In these instances, it’s important to be reminded of the bigger picture: what are your goals? What are you trying to work towards? Why are you doing what you’re doing?

Managing our focus of attention can lead us to notice the things that are actually important, such as our performance at the gym and in life across the day. Most people also suddenly forget how crap it can feel to be on an extreme diet and bully themselves for their appearance in this transition phase, but it’s just because our benchmark for what “lean” is has been completely skewed.

In the same way as a diet is short lived (in the grand scheme of things), so is the awkward transition from diet to push, and so is a bulking phase actually!! So don’t let yourself get so caught up in the “there and then” thoughts and miss out on the “here and now”.

Truth be told, everything in life is transient. As the ancient Greek philosopher Heraclitus said, “No person ever steps in the same river twice, for it’s not the same river, and they’re not the same person”.

However, if you do want a tangible tip to make the transition phase easier, here it is: eat the same stuff you were eating in your diet, but eat more of it. Trust me, this advice has helped me reverse out of both my competition preps and mini-cuts through the years, and I stand by it!

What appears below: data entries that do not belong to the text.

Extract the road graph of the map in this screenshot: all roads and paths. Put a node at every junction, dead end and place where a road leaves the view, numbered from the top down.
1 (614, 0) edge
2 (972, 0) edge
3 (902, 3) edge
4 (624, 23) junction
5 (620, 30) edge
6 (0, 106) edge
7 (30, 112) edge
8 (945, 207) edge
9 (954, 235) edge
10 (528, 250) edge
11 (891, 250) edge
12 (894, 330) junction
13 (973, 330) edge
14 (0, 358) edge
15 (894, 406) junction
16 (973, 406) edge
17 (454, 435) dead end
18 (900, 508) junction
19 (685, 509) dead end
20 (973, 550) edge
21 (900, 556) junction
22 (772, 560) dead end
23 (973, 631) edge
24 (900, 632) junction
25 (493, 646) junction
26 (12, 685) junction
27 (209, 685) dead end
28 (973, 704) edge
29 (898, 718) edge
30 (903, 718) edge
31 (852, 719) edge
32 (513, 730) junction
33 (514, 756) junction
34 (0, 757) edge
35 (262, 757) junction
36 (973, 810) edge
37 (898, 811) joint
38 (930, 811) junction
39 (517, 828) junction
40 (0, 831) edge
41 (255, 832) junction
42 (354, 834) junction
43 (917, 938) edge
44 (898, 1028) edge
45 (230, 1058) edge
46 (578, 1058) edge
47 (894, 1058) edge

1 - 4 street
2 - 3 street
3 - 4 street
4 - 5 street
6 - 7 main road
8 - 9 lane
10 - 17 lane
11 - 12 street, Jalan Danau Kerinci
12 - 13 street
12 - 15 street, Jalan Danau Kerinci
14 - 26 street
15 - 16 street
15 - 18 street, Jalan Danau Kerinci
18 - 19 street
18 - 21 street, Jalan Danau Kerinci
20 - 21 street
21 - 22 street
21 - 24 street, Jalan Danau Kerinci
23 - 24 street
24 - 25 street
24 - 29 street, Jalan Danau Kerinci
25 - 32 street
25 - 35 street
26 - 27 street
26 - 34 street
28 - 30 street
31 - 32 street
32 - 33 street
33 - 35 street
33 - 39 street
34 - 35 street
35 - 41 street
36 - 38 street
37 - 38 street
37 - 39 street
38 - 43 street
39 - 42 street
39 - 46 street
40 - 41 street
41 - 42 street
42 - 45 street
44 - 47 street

Bodybuilding is a game of extremes
So many people go from lamenting being on a diet and “not being able to eat X, Y, Z”, to lamenting the necessary weight gain that comes with a push phase. Although it can be understandable, often it bears re-asking the question of: what do you want to want?

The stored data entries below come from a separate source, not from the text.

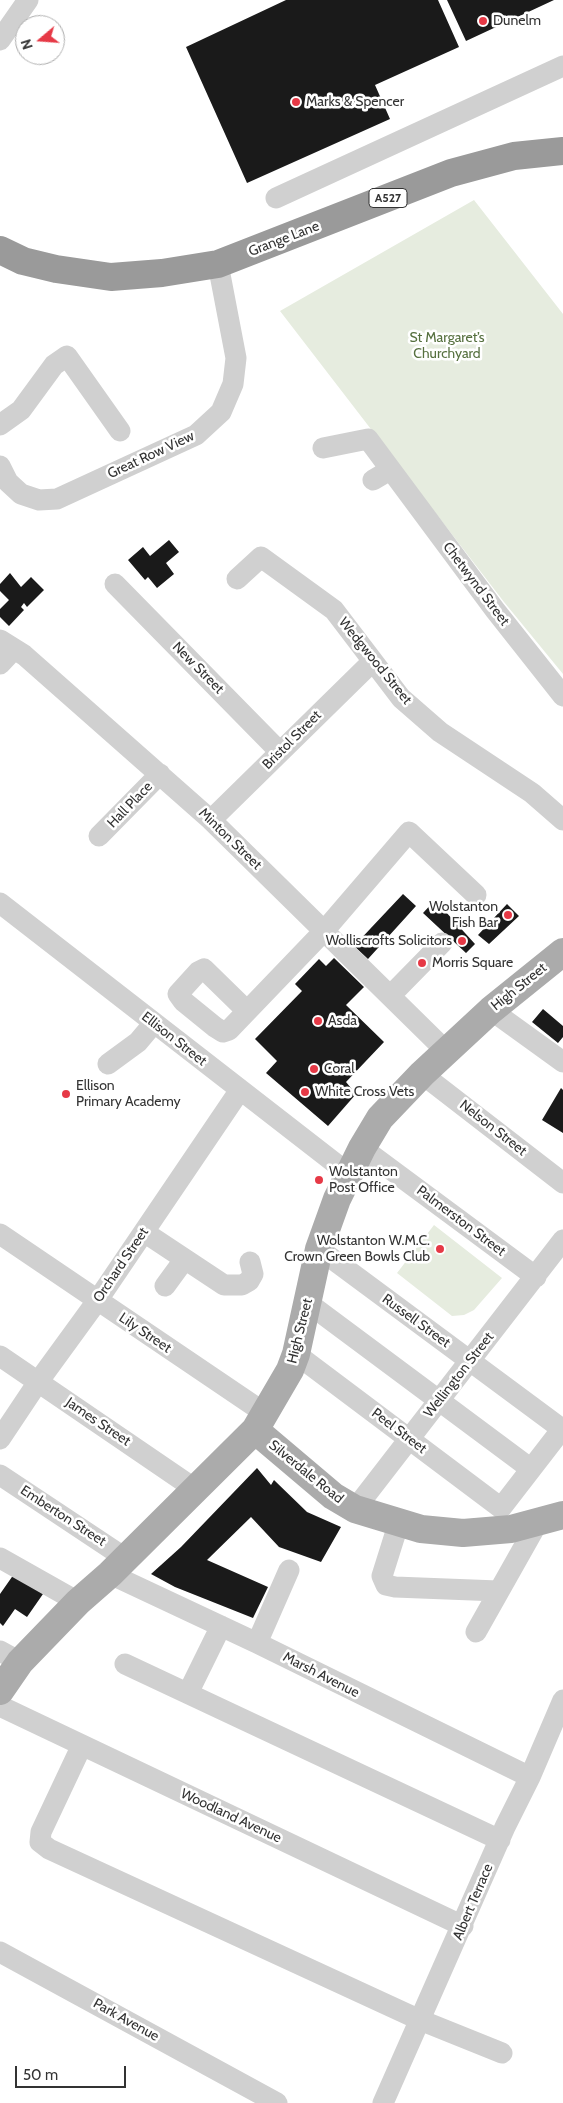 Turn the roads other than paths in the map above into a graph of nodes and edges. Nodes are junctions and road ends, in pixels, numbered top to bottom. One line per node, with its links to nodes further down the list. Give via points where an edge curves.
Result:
1 (28, 0): 2 (street)
2 (0, 40)
3 (563, 66): 5 (street)
4 (563, 151): 7 (highway, Grange Lane / A527, via 514,156 451,174)
5 (276, 198)
6 (0, 250): 7 (highway, Grange Lane / A527, via 22,261 63,271 111,277)
7 (218, 264): 11 (street, Great Row View, via 236,358 233,384 221,412 196,435 57,499 39,500 21,494 8,482)
8 (0, 426): 9 (street, via 21,410 54,365 67,356)
9 (120, 431)
10 (323, 448): 16 (street, Chetwynd Street, via 368,439 382,475)
11 (0, 466)
12 (236, 579): 15 (street, Wedgwood Street, via 261,557 334,610)
13 (115, 584): 17 (street, New Street)
14 (5, 651): 18 (street, Minton Street, via 24,655)
15 (373, 661): 17 (street, Bristol Street); 20 (street, Wedgwood Street, via 401,698 440,732 532,793)
16 (563, 696)
17 (280, 752): 19 (street, Bristol Street)
18 (160, 774): 19 (street, Minton Street); 21 (street, Hall Place)
19 (211, 820): 24 (street, Minton Street)
20 (563, 820)
21 (99, 836)
22 (476, 895): 24 (street, via 409,832)
23 (0, 903): 30 (street, Ellison Street)
24 (324, 931): 27 (street, Minton Street); 29 (street)
25 (442, 943): 27 (street)
26 (563, 952): 28 (main road, High Street)
27 (391, 995): 31 (street, Minton Street)
28 (491, 1010): 31 (main road, High Street); 32 (street)
29 (247, 1011)
30 (154, 1024): 33 (street, via 138,1042); 35 (street, Ellison Street)
31 (447, 1052): 34 (main road, High Street)
32 (563, 1062)
33 (108, 1064)
34 (422, 1074): 36 (main road, High Street, via 380,1118); 38 (street, Nelson Street)
35 (240, 1090): 37 (street, Ellison Street); 39 (street, Orchard Street)
36 (362, 1148): 37 (main road, High Street); 45 (street, Palmerston Street)
37 (349, 1174): 42 (main road, High Street)
38 (563, 1183)
39 (144, 1232): 43 (street); 47 (street, Orchard Street)
40 (0, 1234): 47 (street, Lily Street)
41 (563, 1240): 45 (street, Wellington Street)
42 (319, 1248): 48 (main road, High Street); 51 (street, Russell Street)
43 (184, 1260): 44 (street, via 224,1285 232,1286 249,1281 253,1274); 46 (street)
44 (250, 1262)
45 (536, 1277): 51 (street, Wellington Street)
46 (165, 1286)
47 (97, 1301): 52 (street, Orchard Street); 54 (street, Lily Street)
48 (308, 1303): 49 (main road, High Street); 53 (street)
49 (296, 1354): 54 (main road, High Street); 56 (street, Peel Street)
50 (0, 1356): 52 (street, James Street)
51 (470, 1360): 53 (street, Wellington Street); 57 (street, Russell Street, via 562,1429)
52 (38, 1382): 55 (street, Orchard Street); 59 (street, James Street)
53 (439, 1401): 56 (street, Wellington Street); 57 (street)
54 (261, 1422): 59 (main road, High Street); 60 (main road, Silverdale Road, via 333,1496)
55 (0, 1439)
56 (410, 1439): 57 (street, Peel Street, via 501,1508); 60 (street, Wellington Street)
57 (531, 1469)
58 (0, 1475): 64 (street, Emberton Street)
59 (195, 1489): 64 (main road, High Street)
60 (355, 1509): 62 (main road, Silverdale Road)
61 (550, 1518): 62 (main road, Silverdale Road, via 511,1529 463,1533 421,1529); 66 (street)
62 (399, 1522): 66 (street, via 382,1576 386,1584)
63 (0, 1558): 67 (street)
64 (118, 1566): 67 (main road, High Street); 68 (street, Marsh Avenue)
65 (289, 1570): 70 (street)
66 (498, 1591): 69 (street)
67 (78, 1602): 71 (main road, High Street)
68 (221, 1626): 70 (street, Marsh Avenue); 74 (street)
69 (476, 1632)
70 (257, 1643): 78 (street, Marsh Avenue)
71 (10, 1656): 73 (main road, High Street)
72 (125, 1664): 74 (street)
73 (0, 1691)
74 (188, 1693): 79 (street)
75 (563, 1700): 78 (street, Albert Terrace)
76 (0, 1706): 77 (street, Woodland Avenue)
77 (82, 1745): 80 (street, Woodland Avenue); 82 (street, via 41,1832 40,1842 44,1846)
78 (530, 1777): 79 (street, Albert Terrace)
79 (500, 1840): 80 (street, Albert Terrace)
80 (463, 1926): 82 (street, Albert Terrace)
81 (0, 1952): 84 (street, Park Avenue)
82 (420, 2020): 83 (street); 85 (street, Albert Terrace)
83 (502, 2053)
84 (277, 2103)
85 (383, 2103)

Read that again. It’s not about what you want now, but it’s what you want to want, i.e., the goals you’re working towards and are actively committing to now. If you want to sit in maintenance and slowly grow, then that’s fine! You can apply bodybuilding training principles to that process, of course you can, but the results won’t be as extreme.

*shrugs shoulders*

It is what it is. We cannot want to want an elite physique yet limit ourselves by our lack of willingness to commit to each stage of the process – and again, if full laser-sharp focused attention is not what you want, then that is absolutely okay!!!! But don’t waste your time comparing yourself to fitness models on Instagram if you are choosing a different path for yourself and your life.

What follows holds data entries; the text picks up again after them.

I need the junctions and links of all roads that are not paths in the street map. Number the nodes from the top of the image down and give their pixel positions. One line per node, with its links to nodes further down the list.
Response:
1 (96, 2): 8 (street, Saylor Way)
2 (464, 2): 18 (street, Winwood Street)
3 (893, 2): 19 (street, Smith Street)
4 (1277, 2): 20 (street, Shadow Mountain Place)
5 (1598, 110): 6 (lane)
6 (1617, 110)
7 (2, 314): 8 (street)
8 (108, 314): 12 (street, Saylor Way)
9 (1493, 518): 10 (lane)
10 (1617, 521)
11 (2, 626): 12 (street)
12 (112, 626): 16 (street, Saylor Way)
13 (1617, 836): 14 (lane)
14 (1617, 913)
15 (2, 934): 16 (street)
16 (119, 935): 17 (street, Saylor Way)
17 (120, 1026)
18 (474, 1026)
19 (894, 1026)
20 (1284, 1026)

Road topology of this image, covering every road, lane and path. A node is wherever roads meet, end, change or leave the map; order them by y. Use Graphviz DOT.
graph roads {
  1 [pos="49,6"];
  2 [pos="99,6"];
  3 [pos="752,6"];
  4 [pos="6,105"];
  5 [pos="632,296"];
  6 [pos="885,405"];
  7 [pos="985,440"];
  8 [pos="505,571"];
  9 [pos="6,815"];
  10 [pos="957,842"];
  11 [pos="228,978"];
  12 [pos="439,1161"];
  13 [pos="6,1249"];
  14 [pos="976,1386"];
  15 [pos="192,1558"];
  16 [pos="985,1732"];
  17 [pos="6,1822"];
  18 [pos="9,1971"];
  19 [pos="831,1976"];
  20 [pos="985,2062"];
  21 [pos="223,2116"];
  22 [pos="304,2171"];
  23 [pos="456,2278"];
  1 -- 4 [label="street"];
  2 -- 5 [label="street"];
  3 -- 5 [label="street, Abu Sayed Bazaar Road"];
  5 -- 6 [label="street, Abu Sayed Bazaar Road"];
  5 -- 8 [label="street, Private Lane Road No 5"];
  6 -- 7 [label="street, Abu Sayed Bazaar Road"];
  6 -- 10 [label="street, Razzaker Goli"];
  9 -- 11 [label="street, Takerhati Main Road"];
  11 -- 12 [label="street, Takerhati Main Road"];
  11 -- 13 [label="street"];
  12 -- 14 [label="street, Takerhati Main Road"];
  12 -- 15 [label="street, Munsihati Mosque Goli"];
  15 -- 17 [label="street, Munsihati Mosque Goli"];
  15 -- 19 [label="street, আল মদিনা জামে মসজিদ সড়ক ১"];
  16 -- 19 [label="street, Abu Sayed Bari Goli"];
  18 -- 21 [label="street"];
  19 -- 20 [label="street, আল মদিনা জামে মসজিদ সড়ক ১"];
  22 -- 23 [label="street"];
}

As we say, bodybuilding is not for everyone and it shouldn’t be for everyone. A good coach will help you navigate those goals for yourself, and help you understand what you need to do to achieve the things you want for you. They might be able to help you see that the work that is required to achieve certain things is not worth it for you, and they should do this compassionately. But like I said, if you are committed to the bodybuilding journey, transition phases, extreme diets, and big pushes are things you’ll have to come to accept as being part of your new normal.

In short, yes – no longer being lean and going into “bulk mode” isn’t always comfortable, and you won’t get as many compliments or likes on Instagram, but bodybuilding is not about Instagram, it’s about building a body. And in order to do that, we need to both diet to the extremes and push up quite heavily, to add the tissue that is required to improve our physiques. Fully embracing it, focusing on being in the present moment, and noticing that time will pass anyway are all tips that can help you with that transition. However, remember that this sport is quite extreme, and discomfort is part of the norm.